DIRECTIONS FOR THIS TASK: Scan the entries below and extract each line with the word "Oranye" in it.

(Saved entries)
--- START ---
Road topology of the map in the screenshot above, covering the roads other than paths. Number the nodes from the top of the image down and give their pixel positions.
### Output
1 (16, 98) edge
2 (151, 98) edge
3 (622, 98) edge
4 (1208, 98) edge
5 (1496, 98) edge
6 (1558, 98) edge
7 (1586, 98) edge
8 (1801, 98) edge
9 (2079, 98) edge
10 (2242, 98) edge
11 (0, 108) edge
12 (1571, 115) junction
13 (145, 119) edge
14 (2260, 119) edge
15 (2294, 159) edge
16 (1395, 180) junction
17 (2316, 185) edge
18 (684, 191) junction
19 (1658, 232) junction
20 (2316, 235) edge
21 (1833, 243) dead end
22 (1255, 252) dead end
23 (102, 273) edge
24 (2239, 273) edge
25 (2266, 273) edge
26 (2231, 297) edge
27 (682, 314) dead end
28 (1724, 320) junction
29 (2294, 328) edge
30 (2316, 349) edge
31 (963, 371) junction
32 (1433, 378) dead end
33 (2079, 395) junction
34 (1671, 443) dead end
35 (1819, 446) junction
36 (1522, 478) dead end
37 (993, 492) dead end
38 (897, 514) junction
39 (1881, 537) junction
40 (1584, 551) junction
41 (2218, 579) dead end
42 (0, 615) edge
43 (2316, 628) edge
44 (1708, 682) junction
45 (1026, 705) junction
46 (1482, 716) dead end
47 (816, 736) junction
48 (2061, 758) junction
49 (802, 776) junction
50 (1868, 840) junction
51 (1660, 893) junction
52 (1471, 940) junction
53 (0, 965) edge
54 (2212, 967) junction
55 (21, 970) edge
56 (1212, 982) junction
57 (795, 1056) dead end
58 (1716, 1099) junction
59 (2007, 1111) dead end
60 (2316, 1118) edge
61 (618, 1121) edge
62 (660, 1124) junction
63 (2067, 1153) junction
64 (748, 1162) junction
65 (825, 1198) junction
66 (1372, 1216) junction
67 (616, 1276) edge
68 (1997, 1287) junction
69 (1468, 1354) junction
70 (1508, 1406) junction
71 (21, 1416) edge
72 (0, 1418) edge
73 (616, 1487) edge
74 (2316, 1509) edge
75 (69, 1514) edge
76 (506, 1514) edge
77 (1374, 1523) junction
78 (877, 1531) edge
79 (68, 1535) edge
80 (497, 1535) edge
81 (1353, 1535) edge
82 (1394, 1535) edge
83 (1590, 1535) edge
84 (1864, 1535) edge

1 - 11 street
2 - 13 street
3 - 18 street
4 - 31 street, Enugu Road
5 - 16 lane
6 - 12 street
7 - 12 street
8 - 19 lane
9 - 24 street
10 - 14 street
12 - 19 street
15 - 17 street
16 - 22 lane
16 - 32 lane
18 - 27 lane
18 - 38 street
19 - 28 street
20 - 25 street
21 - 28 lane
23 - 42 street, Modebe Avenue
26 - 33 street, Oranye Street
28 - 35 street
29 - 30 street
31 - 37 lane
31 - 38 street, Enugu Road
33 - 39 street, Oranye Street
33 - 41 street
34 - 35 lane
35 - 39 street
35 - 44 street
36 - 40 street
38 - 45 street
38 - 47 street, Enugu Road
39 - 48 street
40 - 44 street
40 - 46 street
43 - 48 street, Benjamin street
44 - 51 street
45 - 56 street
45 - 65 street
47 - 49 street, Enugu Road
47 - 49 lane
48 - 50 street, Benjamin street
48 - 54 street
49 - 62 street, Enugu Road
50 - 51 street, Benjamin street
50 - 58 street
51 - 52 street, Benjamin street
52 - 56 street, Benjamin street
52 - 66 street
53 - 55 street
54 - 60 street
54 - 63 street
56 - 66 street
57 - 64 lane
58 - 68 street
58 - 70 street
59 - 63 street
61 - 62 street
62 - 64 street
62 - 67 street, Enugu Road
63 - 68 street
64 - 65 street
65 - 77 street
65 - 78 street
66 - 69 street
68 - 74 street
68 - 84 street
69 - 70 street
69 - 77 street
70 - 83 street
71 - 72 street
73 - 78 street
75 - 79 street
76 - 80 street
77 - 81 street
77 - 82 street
--- END ---
EXERCISE RESULT:
26 - 33 street, Oranye Street
33 - 39 street, Oranye Street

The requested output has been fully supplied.